IVM consists in collecting immature egg cells from an ovary during a non-stimulated cycle or a cycle stimulated with low doses of medications which induce follicular growth.
Immature egg cells (oocytes) are retrieved from small antral follicles prior to spontaneous ovulation; they are left to mature in laboratory settings outside a woman’s body; then the fertilization is carried out using the classic technique or ICSI, and at the end of the process embryo transfer is performed.
The stage of hormonal ovarian stimulation may be skipped totally or be limited to only 3 to 6 days of drug administration, which means that it is definitely shorter than the typical stimulation for the standard in vitro fertilization program.
After collection, egg cells mature for 24 to 52 hours on a special culture media (with added small amount of hormones, growth factor, steroids, and proteins) until they reach the stage of metaphase of the second meiotic division (MII) – that is the stage of the egg cell, which is released during ovulation and collected in the standard IVF program. Egg cells maturing within 30 hours seem to be more capable of further development than those which mature later.
The egg cell collection does not differ much from the same procedure in the standard IVF program. In the case of IVM, fluid is collected from follicles with smaller dimensions, i.e. with the diameter of 4-12 mm (as a standard, the size of these follicles is 16-26 mm), and the number of follicles is usually higher. Due to the smaller size and higher number of follicles as well as the smaller and more mobile ovary (since it is not stimulated or only minimally stimulated), the procedure lasts a bit longer than the standard “pick-up” procedure.
The risk of bleeding associated with ovum pick-up in the IVM program may be higher than in the standard program.

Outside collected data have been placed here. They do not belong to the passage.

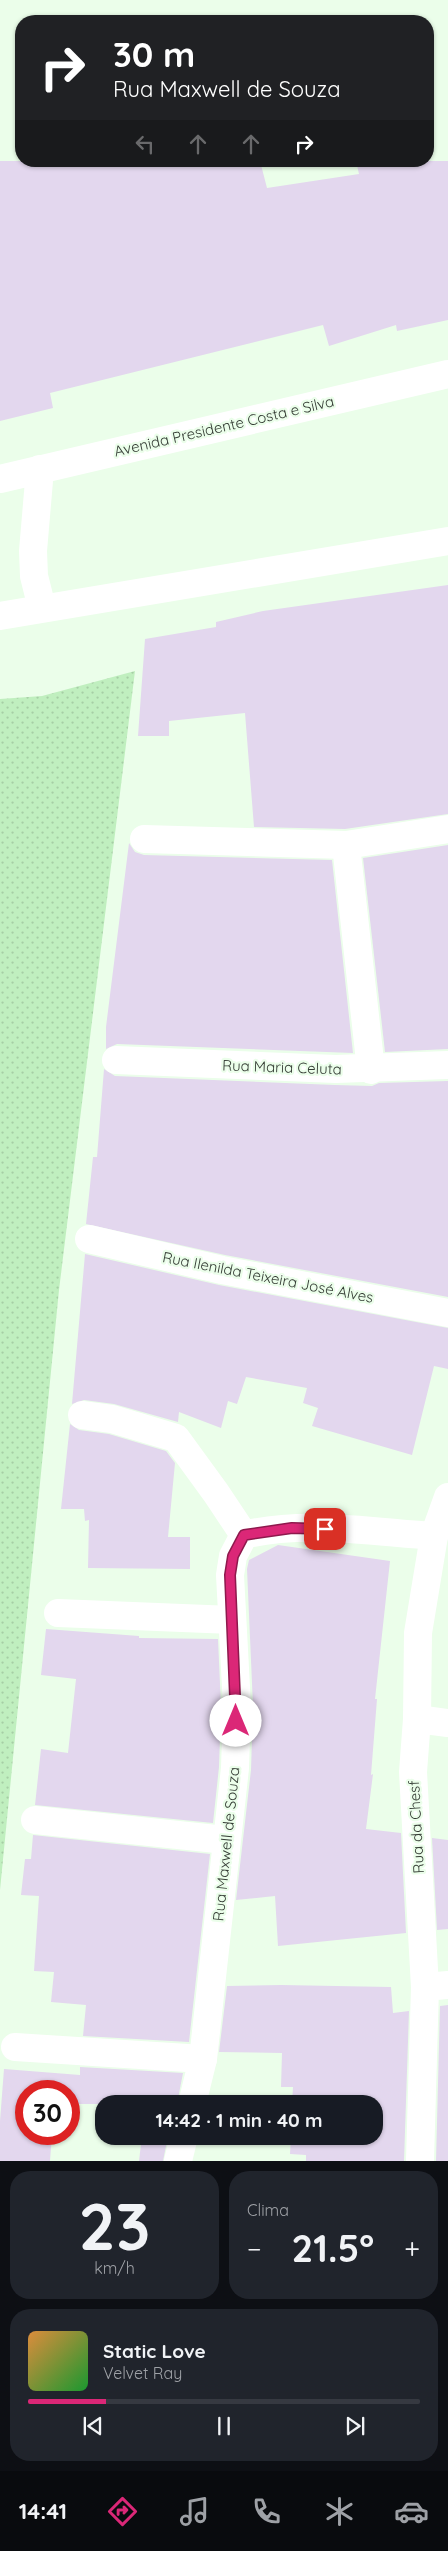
<!DOCTYPE html>
<html lang="pt">
<head>
<meta charset="utf-8">
<style>
  body { margin:0; font-family:Quicksand,sans-serif; background:#20242c; color:#f1f3f6; height:100vh; display:flex; flex-direction:column; font-size:19px; white-space:nowrap }
  * { box-sizing:border-box; margin:0 }
  p { font-size:16px; color:#9ea1a6 }
  .icon { flex:none; width:28px; height:28px; fill:none; stroke:currentColor; stroke-width:2; stroke-linecap:round; stroke-linejoin:round }
  .map { position:relative; height:2161px; overflow:hidden }
  .sheet { display:flex; flex-direction:column; gap:10px; padding:10px; background:#0d0f14; flex:1 }
  .sheet>* { flex:none }
  .top-card { position:absolute; left:15px; top:15px; width:419px; height:152px; border-radius:20px; box-shadow:0 1px 4px #0004; background:#202124; color:#fff; overflow:hidden }
  .speed { position:absolute; left:15px; top:2080px; display:flex; gap:10px; font-size:25px; font-weight:700; text-align:center }
  .speed>* { display:grid; place-content:center; width:65px; height:65px; border-radius:50%; background:#171b24; box-shadow:0 1px 4px #0004; line-height:1 }
  .speed .limit { border:8px solid #d22; background:#fff; color:#111 }
  .pin { position:absolute; display:grid; place-items:center; width:42px; height:42px; color:#fff; margin:-21px; border-radius:10px; box-shadow:0 2px 8px #0006 }
  .me { position:absolute; width:55px; margin:-28px; rotate:0deg; stroke-linejoin:round; filter:drop-shadow(0 0 4px #0008) }
  .turn { display:flex; align-items:center; gap:18px; height:105px; padding:0 15px; font-size:22px }
  .turn .icon { width:65px; height:65px; stroke-width:2.5 }
  .turn b { display:block; font-size:35px; line-height:42px }
  .lanes { display:flex; align-items:center; height:48px; padding:0 15px; background:#0003; justify-content:center; gap:25px; direction:ltr }
  .lanes .off { opacity:.35 }
  .big { font-size:38px; font-weight:700; line-height:1.1 }
  .sheet .tile { flex:1; display:flex; flex-direction:column; justify-content:center; gap:8px; min-width:0; padding:0 18px; border-radius:20px; background:#20242c }
  .sheet .dial { align-items:center; gap:0 }
  .dial b { font-size:65px; line-height:1 }
  .song { display:flex; align-items:center; gap:15px }
  .cover { width:60px; height:60px; border-radius:8px; background:linear-gradient(135deg,hsl(30 70% 55%),hsl(130 70% 35%)) }
  .played { height:5px; border-radius:2px; background:linear-gradient(90deg,#db2777 20%,#363941 20%) }
  .keys { display:flex; justify-content:space-around; direction:ltr }
  .heat { display:flex; justify-content:space-between; align-items:center; font-size:28px; direction:ltr }
  .sheet .tiles { flex:1; display:grid; gap:10px; grid-template-columns:1fr 1fr }
  .tile:last-child { grid-column:span 2 }
  .trip { position:absolute; left:95px; top:2095px; width:288px; height:50px; border-radius:20px; background:#171b24; box-shadow:0 1px 4px #0004; font-weight:700; line-height:50px; text-align:center }
  .tab-bar { display:flex; height:80px; justify-content:space-around; align-items:center; background:#090b0e; color:#9ea1a6 }
  .tab-bar .icon { width:35px; height:35px }
  .tab-bar .selected { color:#db2777 }
  .tab-bar b { font-size:22px; color:#f1f3f6 }
  .map>svg:first-child { display:block }
  .grass { fill:url(#grass-dots) }
  .building { fill:#e3d7ee }
  .lines { fill:none; stroke-linecap:round; stroke-linejoin:round }
  .minor { stroke:#fff; stroke-width:28 }
  .primary { stroke:#fff; stroke-width:28 }
  .route-casing { stroke:#8e194d; stroke-width:12 }
  .route { stroke:#db2777; stroke-width:9 }
  .labels { text-anchor:middle; dominant-baseline:central; stroke-width:4.5; stroke-linejoin:round; paint-order:stroke }
  .street-label { font-size:15px; fill:#343c34; stroke:#ebfeea }
</style>
</head>
<body>
<div class="map">
<svg width="448" height="2161" viewBox="0 0 448 2161">
  <defs>
    <pattern id="grass-dots" width="8" height="8" patternUnits="userSpaceOnUse" patternTransform="scale(1.25)"><rect width="8" height="8" fill="#c0efbf"/><path d="M2 2h.1M6 6h.1" fill="none" stroke="#a6cea5" stroke-width="1.8" stroke-linecap="round"/></pattern>
  </defs>
  <rect width="100%" height="100%" fill="#ebfeea"/>
  <polygon class="grass" points="135,671 59,1290 0,1890 0,699 42,696"/>
  <g class="building">
    <polygon points="0,161 260,161 267,188 359,174 356,161 448,161 448,320 397,331 396,325 329,346 323,325 50,393 53,408 0,421"/>
    <polygon points="448,585 448,814 345,829 254,827 245,713 169,721 169,736 138,736 145,639 216,627 216,622 263,611"/>
    <polygon points="129,843 135,852 144,855 332,860 353,1053 117,1044 106,1049 106,1027"/>
    <polygon points="448,845 448,1049 385,1052 363,858"/>
    <polygon points="104,1069 115,1076 335,1085 372,1086 379,1083 448,1081 448,1297 225,1255 86,1224 93,1157 97,1157"/>
    <polygon points="85,1254 219,1285 448,1328 448,1369 434,1366 412,1455 312,1426 318,1408 303,1403 307,1388 246,1377 237,1404 228,1401 221,1428 179,1412 178,1422 114,1404 84,1400 72,1404"/>
    <polygon points="70,1424 79,1430 109,1434 166,1451 175,1463 168,1537 190,1537 190,1569 88,1568 89,1520 85,1521 84,1509 61,1509"/>
    <polygon points="278,1545 390,1561 375,1699 377,1699 371,1775 373,1774 366,1829 401,1833 406,1933 278,1946 275,1896 236,1900 251,1770 253,1706 247,1569 249,1560"/>
    <polygon points="46,1629 139,1636 139,1638 218,1639 221,1706 219,1767 213,1823 35,1805 41,1749 68,1753 76,1679 41,1675"/>
    <polygon points="33,1835 210,1854 189,2042 83,2036 86,2005 51,2002 54,1972 34,1971 39,1896 21,1895 25,1859 31,1859"/>
    <polygon points="432,1838 448,1840 448,1929 437,1930"/>
    <polygon points="281,1985 391,1987 393,2013 409,2011 404,2161 306,2161 306,2155 290,2154 291,2136 374,2136 374,2104 292,2104 293,2087 281,2087 282,2053 219,2052 227,1986"/>
    <polygon points="448,2005 448,2161 436,2161 440,2006"/>
    <polygon points="80,2067 183,2073 177,2104 69,2104 69,2091 26,2091 26,2134 52,2134 50,2161 0,2161 0,2121 4,2069 80,2075"/>
    <polygon points="142,2136 168,2136 163,2161 139,2161"/>
  </g>
  <g class="lines">
    <g class="minor">
      <polyline points="144,839 346,845 448,829"/>
      <polyline points="346,845 371,1070"/>
      <polyline points="116,1060 336,1069 448,1065"/>
      <polyline points="89,1239 222,1270 448,1313"/>
      <polyline points="82,1415 112,1419 176,1438 216,1493 244,1535"/>
      <polyline points="58,1613 232,1620"/>
      <polyline points="417,1719 448,1723"/>
      <polyline points="35,1820 226,1840"/>
      <polyline points="425,1987 448,1985"/>
      <polyline points="15,2047 203,2059"/>
      <path d="M192,2104L203,2059L235,1768L237,1706L230,1575L233,1556L244,1535C303,1520 373,1532 434,1536"/>
      <polyline points="178,2161 184,2136"/>
      <polyline points="420,2161 425,1987 413,1772 417,1719 418,1633 434,1536 448,1497"/>
    </g>
    <g class="primary">
      <polyline points="40,469 33,551 34,576 42,608"/>
      <polyline points="0,479 448,374"/>
      <polyline points="0,616 448,541"/>
    </g>
  </g>
  <g class="lines">
    <g class="route-casing">
      <polyline id="route" points="236,1721 230,1575 233,1556 244,1535 292,1528 325,1529"/>
    </g>
    <use href="#route" class="route"/>
  </g>
  <g class="labels">
    <g class="street-label">
      <text transform="translate(224 426) rotate(-13)">Avenida Presidente Costa e Silva</text>
      <text transform="translate(282 1067) rotate(2)">Rua Maria Celuta</text>
      <text transform="translate(268 1277) rotate(11)">Rua Ilenilda Teixeira José Alves</text>
      <text transform="translate(416 1827) rotate(-93)">Rua da Chesf</text>
      <text transform="translate(226 1844) rotate(-84)">Rua Maxwell de Souza</text>
    </g>
  </g>
</svg>
<div class="speed"><div class="limit">30</div></div>
<div class="pin" style="left:325px;top:1529px;background:#d93025"><svg class="icon" aria-label="arrive" viewBox="0 0 24 24"><path d="M6 21V4h12l-3 4 3 4H6"/></svg></div>
<svg class="me" style="left:236px;top:1721px" viewBox="-20 -20 40 40"><circle r="19" fill="#fff"/><path d="M0-13L10 11 0 6-10 11z" fill="#db2777"/></svg>
<div class="trip">14:42 · 1 min · 40 m</div>
<div class="top-card">
<div class="turn"><svg class="icon" aria-label="right" viewBox="0 0 24 24"><path d="M7 20v-9h11M14 6l5 5-5 5"/></svg><div><b>30 m</b>Rua Maxwell de Souza</div></div>
<div class="lanes"><svg class="icon off" aria-label="left" viewBox="0 0 24 24"><path d="M17 20v-9H6M10 6l-5 5 5 5"/></svg><svg class="icon off" aria-label="ahead" viewBox="0 0 24 24"><path d="M12 20V5M6 11l6-6 6 6"/></svg><svg class="icon off" aria-label="ahead" viewBox="0 0 24 24"><path d="M12 20V5M6 11l6-6 6 6"/></svg><svg class="icon" aria-label="right" viewBox="0 0 24 24"><path d="M7 20v-9h11M14 6l5 5-5 5"/></svg></div>
</div>
</div>
<section class="sheet">
<div class="tiles">
<div class="tile dial"><b>23</b><p>km/h</p></div>
<div class="tile"><p>Clima</p>
<div class="heat"><a>−</a><b class="big">21.5°</b><a>+</a></div>
</div>
<div class="tile">
<div class="song"><i class="cover"></i><div><b>Static Love</b><p>Velvet Ray</p></div></div>
<div class="played"></div>
<div class="keys"><svg class="icon" aria-label="previous" viewBox="0 0 24 24"><path d="M18 5L8 12l10 7zM5 5v14"/></svg><svg class="icon" aria-label="pause" viewBox="0 0 24 24"><path d="M8 5v14M16 5v14"/></svg><svg class="icon" aria-label="next" viewBox="0 0 24 24"><path d="M6 5l10 7-10 7zM19 5v14"/></svg></div>
</div>
</div>
</section>
<nav class="tab-bar">
<b>14:41</b>
<svg class="icon selected" aria-label="directions" viewBox="0 0 24 24"><path d="M12 3l9 9-9 9-9-9zM9 14v-3h6M13 9l2 2-2 2"/></svg>
<svg class="icon" aria-label="music" viewBox="0 0 24 24"><path d="M9 18V5l10-2v13"/><circle cx="6" cy="18" r="3"/><circle cx="16" cy="16" r="3"/></svg>
<svg class="icon" aria-label="phone" viewBox="0 0 24 24"><path d="M5 4h4l2 5-3 2q2 4 5 5l2-3 5 2v4C11 20 4 13 5 4z"/></svg>
<svg class="icon" aria-label="climate" viewBox="0 0 24 24"><path d="M12 3v18M4 7l16 10M4 17L20 7"/></svg>
<svg class="icon" aria-label="car" viewBox="0 0 24 24"><path d="M5 17H2v-5l4-1 3-4h7l3 4 3 1v5h-3M9 17h6M6 11h13"/><circle cx="7" cy="17" r="2"/><circle cx="17" cy="17" r="2"/></svg>
</nav>
</body>
</html>
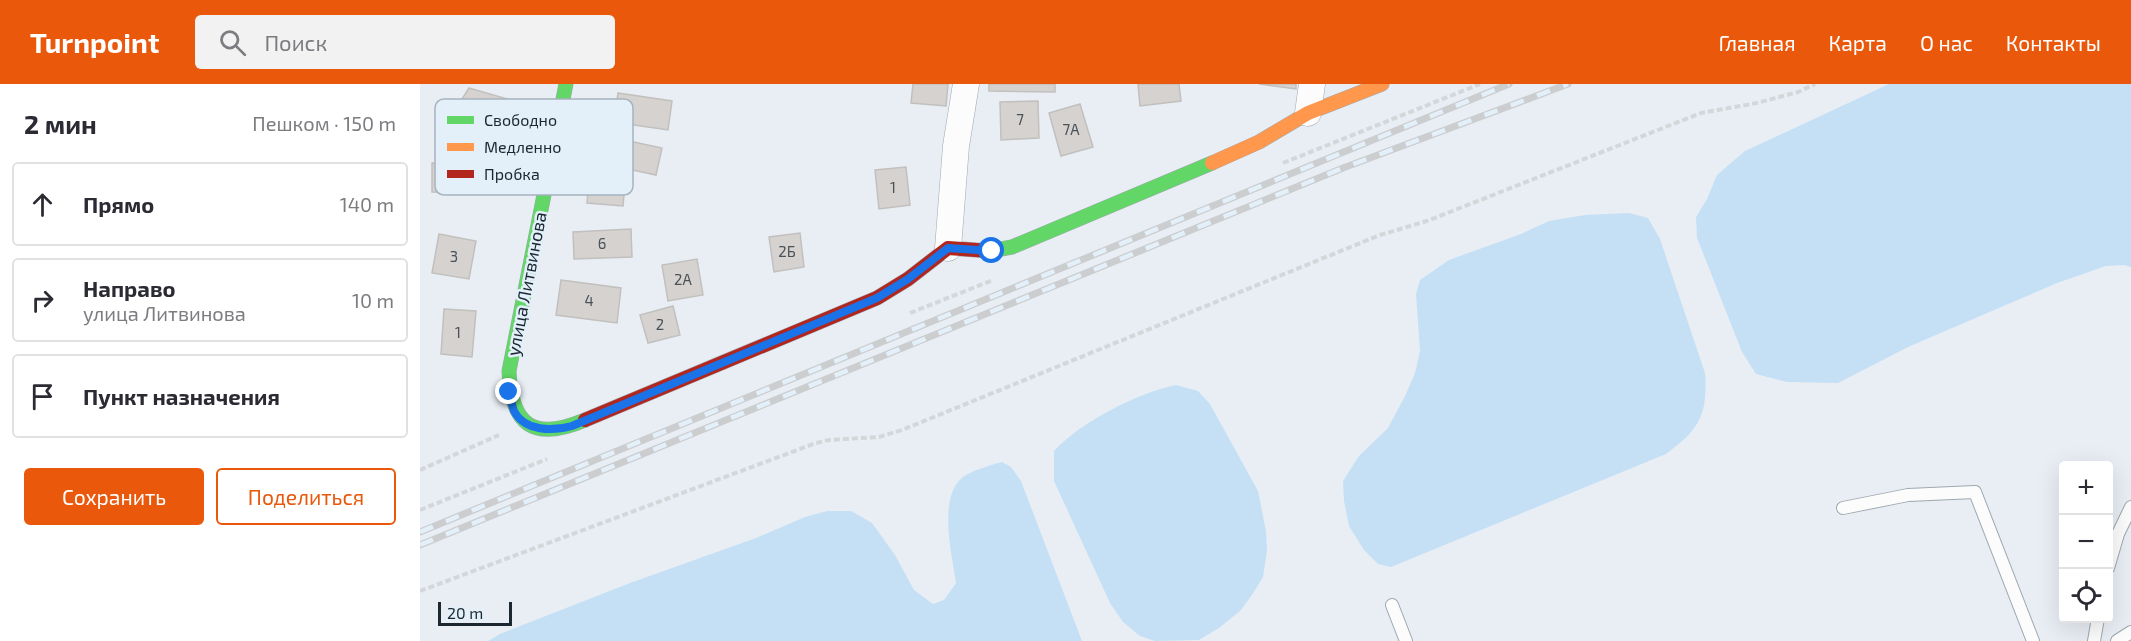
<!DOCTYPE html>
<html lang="ru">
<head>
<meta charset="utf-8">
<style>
  body { margin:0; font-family:"Exo 2",sans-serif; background:#f2f2f3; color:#2b2b33 }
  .controls { position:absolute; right:18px; bottom:18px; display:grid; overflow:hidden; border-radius:6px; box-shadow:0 6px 24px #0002 }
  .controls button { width:54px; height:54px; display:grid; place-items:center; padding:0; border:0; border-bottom:2px solid #e1e1e2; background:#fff; color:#2b2b33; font:30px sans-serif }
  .scale { position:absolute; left:18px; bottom:15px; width:74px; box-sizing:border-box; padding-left:6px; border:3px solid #1c2831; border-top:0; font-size:16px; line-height:21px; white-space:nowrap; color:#1c2831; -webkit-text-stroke:4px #e3eff9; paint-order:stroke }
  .stop { position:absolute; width:18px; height:18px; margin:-14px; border:4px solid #1a73e8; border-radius:50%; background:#fff }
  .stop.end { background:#1a73e8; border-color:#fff; box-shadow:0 2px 6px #0008 }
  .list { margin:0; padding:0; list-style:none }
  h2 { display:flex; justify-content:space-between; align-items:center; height:78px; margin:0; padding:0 24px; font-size:26px }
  h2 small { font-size:20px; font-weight:400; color:#7c7c81 }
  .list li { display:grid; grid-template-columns:39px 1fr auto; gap:18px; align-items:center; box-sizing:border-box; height:84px; margin:0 12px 12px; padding:0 12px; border:2px solid #e1e1e2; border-radius:6px }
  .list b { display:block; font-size:22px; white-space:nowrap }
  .list p { margin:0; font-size:20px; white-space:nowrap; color:#7c7c81 }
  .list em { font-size:20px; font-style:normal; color:#7c7c81 }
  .actions { display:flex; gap:12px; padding:18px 24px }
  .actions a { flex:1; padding:14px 0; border:2px solid #ea580c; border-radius:6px; text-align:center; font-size:21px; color:#ea580c }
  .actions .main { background:#ea580c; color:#fff }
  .icon { flex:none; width:33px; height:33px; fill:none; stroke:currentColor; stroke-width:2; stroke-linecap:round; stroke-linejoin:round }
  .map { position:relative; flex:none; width:1711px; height:557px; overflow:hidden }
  header { display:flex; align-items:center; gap:36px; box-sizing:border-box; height:84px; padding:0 30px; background:#ea580c; color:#fff }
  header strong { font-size:28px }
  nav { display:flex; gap:33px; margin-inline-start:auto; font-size:21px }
  .search { width:420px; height:54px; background:#f2f2f3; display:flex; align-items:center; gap:15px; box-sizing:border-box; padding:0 21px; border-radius:6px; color:#7c7c81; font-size:22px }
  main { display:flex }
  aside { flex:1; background:#fff }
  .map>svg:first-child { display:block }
</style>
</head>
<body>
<header>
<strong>Turnpoint</strong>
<div class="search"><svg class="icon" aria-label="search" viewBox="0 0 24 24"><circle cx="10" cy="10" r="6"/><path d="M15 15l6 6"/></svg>Поиск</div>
<nav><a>Главная</a><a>Карта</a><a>О нас</a><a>Контакты</a></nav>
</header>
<main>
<aside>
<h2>2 мин<small>Пешком · 150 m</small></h2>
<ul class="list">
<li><svg class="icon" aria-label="ahead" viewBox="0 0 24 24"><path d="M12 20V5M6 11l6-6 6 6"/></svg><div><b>Прямо</b></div><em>140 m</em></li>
<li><svg class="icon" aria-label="right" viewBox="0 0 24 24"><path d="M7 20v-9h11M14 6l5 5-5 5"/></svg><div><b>Направо</b><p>улица Литвинова</p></div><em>10 m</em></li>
<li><svg class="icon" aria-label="arrive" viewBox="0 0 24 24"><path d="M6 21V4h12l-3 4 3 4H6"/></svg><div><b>Пункт назначения</b></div></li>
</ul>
<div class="actions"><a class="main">Сохранить</a><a>Поделиться</a></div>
</aside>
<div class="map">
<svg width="1711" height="557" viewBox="0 0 1711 557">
  <rect width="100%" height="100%" fill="#e8eef4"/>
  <path fill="#c5e0f5" d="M1469 0H1711V183L1704 181 1686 182 1637 199 1488 263 1418 299 1367 298 1336 290 1322 268 1285 174 1277 154 1276 133 1287 115 1297 91 1325 67Z
    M1209 129 1228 134 1240 155 1285 289C1288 331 1279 346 1246 370L971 483 958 480 944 466 929 442 924 417 923 397 939 372 968 344 985 312 995 289 1000 267 996 210 1000 196 1029 176 1101 150 1129 137 1165 131Z
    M756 301 778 307 790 320 838 407 846 447 847 467 843 493 832 511 820 527 799 544 779 556 735 557 720 552 703 538 690 519 634 397V367C661 338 717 309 756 301Z
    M582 378 591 383 601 397 662 557H68L80 550 210 499 336 454 385 433 407 427H431L452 439 475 471 494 506 513 520 524 516 536 499C532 470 516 409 546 391 557 385 570 381 582 378Z"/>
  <path fill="#d5d2d0" stroke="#c2c0be" stroke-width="1.5" d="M493 0H528L526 22 491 19Z
    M569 0H635V8L569 7Z
    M718 0H759L761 17 720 22Z
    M839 0H876V5Z
    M49 4 108 21 95 67 54 55 64 21 42 15Z
    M198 9 252 17 248 46 194 38Z
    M618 17 619 54 581 56 580 18Z
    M660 20 673 63 641 72 629 29Z
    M209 57 242 64 236 91 203 84Z
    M12 79 73 80V109L12 108Z
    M486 83 490 121 459 125 455 86Z
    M169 95 205 99 203 122 167 119Z
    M211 145 212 173 154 175 153 148Z
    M380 149 384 183 354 188 349 153Z
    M19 150 56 157 49 195 12 189Z
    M277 175 283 211 248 217 242 181Z
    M141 196 201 204 197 239 136 231Z
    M253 222 260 251 228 259 220 231Z
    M24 225 56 227 52 273 21 270Z"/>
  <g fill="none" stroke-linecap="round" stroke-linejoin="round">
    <g stroke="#9fa8af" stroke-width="14">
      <path id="lane" d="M1423 424 1488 411 1555 408 1613 557
        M1688 484 1698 450 1711 423
        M972 521 986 557
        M1674 557 1678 534
        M1697 557 1711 548"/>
    </g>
    <g stroke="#9fa8af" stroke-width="27">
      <path id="street" d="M888 29 892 0
        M528 164 536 62 546 0"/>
    </g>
    <g stroke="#9fa8af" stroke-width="15">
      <path id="fast" d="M146 0 89 287C91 341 113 358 165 336
        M570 167 592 163 792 79"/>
    </g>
    <g stroke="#9fa8af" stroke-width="15">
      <path id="slow" d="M792 79 839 58 888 29 962 0"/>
    </g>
    <g stroke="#9fa8af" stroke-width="15">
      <path id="jam" d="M165 336 457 214 488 195 528 164 570 167"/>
    </g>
    <path stroke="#d4d7d9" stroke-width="4" stroke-dasharray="6 3" stroke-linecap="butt" d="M863 79 1060 0
      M490 229 573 196
      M0 386 79 351
      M0 426 127 375
      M0 507 396 359 409 356 459 353 482 346 960 151 1007 137 1281 29 1337 19 1378 8 1395 0"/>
    <use href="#lane" stroke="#fcfcfd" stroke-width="12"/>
    <use href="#street" stroke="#fcfcfd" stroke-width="26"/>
    <use href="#fast" stroke="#63d668" stroke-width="14"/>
    <use href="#slow" stroke="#ff974d" stroke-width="14"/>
    <use href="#jam" stroke="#b3261e" stroke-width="14"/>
    <g stroke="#cbcdcf" stroke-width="7">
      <path id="rail" d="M0 448 1089 0
        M0 461 923 84 1148 0"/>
    </g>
    <use href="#rail" stroke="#e3eff9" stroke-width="4.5" stroke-dasharray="14" stroke-linecap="butt"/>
  </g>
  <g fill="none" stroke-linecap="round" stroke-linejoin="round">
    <path stroke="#1a73e8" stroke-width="8" d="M89 308C91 314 92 322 94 327 105 348 133 347 152 342L457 214 488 195 528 164 572 167"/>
  </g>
  <g text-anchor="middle" stroke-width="5" stroke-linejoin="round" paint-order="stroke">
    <g font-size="15" fill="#4a5259">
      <text x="600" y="41">7</text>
      <text x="651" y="51">7А</text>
      <text x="473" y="109">1</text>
      <text x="182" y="165">6</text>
      <text x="367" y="173">2Б</text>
      <text x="34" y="178">3</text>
      <text x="263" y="201">2А</text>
      <text x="169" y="222">4</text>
      <text x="240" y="246">2</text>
      <text x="38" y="254">1</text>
    </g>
    <g font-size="18" fill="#1c2831" stroke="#e3eff9">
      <text transform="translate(107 200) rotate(-79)" y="6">улица Литвинова</text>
    </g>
  </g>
  <rect x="15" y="15" width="198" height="96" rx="9" fill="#e3eff9" stroke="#a7b3bd" stroke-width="1.5"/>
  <rect x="27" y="32" width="27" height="8" fill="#63d668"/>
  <rect x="27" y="59" width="27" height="8" fill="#ff974d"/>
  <rect x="27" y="86" width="27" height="8" fill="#b3261e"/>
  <g font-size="16" fill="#1c2831">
    <text x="64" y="42">Свободно</text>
    <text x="64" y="69">Медленно</text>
    <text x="64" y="96">Пробка</text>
  </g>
</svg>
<div class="controls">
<button>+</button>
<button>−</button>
<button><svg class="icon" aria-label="locate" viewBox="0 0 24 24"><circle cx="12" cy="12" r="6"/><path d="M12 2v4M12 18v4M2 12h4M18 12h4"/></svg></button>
</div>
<div class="scale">20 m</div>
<div class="stop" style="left:572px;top:167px"></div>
<div class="stop end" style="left:89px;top:308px"></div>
</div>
</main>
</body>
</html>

In the IVM procedure, it is important to prepare the uterus properly for implantation within only few days between oocyte collection and embryo transfer. Immature oocytes are usually collected before the dominant follicle develops, therefore, until egg cells are collected, endometrium is subjected to the effects of relatively low levels of estradiol. In the result, there is certain asynchronization between the stage of uterine preparation and the stage of embryos ready for implantation. For these reasons, the appropriate preparation of the uterus is extremely important, especially if we take into account the fact that in the IVM cycle, there is no LH surge at the time of oocyte collection.
The typical procedure involves the administration of appropriate doses of estradiol from the time of pick-up and of progesterone 48 hours later until the time of ICSI or insemination. If a pregnancy is achieved, continuation of hormone supplementation is important.
The IVM procedure is simple, the problem of the lack of effects of stimulation and the risk of ovarian hyperstimulation practically do not exist, and the costs of its performance are lower since no medications or only their small amount is needed for ovarian stimulation.
Indications for the procedure
The main indication for the application of the IVM procedure is polycystic ovary syndrome. Important criterion for considering the IVM application is not only the diagnosis of PCO but the number of antral follicles which determinates the number of collected immature oocytes. The highest success rate with IVM is observed in women under 35 years of age who have not less than 10 antral follicles. When the number of follicles is less than 5 in each ovary in the basic ultrasound exam –
IVM is not the procedure of first choice
Indications for IVM procedure may be extended by other indications, including the prevention of side effects of gonadotropin treatment and the prevention of the hyperstimulation syndrome.
IVM can be taken into account when the applied procedure has to be less expensive, in order to simplify the stimulation, treatment in young women with normally poor response to stimulation, preservation of reproductive potential in patients subjected to radio- or chemotherapy, preservation of fertility for a later time (by oocyte or embryo freezing), if the cause of the infertility of the treated couple is male factor (the woman does not need drugs for stimulations), if poor quality embryos were obtained in previous cycles, or when previous IVF cycles failed.
Effectiveness of IVM
The rate of pregnancies achieved after the treatment using the IVM technique compared to the standard in vitro fertilization program is nevertheless lower and amounts to 8.5% per procedure (Hum. Reprod., Vol.25, No.8 pp. 1851–1862, 2010). There are still studies being conducted on the impact of IVM on the health of children conceived with the use of this method. Until now, several hundred pregnancies and children have been analyzed, and the increased rate of congenital defects as compared to the standard IVF has not been demonstrated. Nevertheless, it is difficult to assess clearly the safety of this treatment due to the low number of procedures performed globally.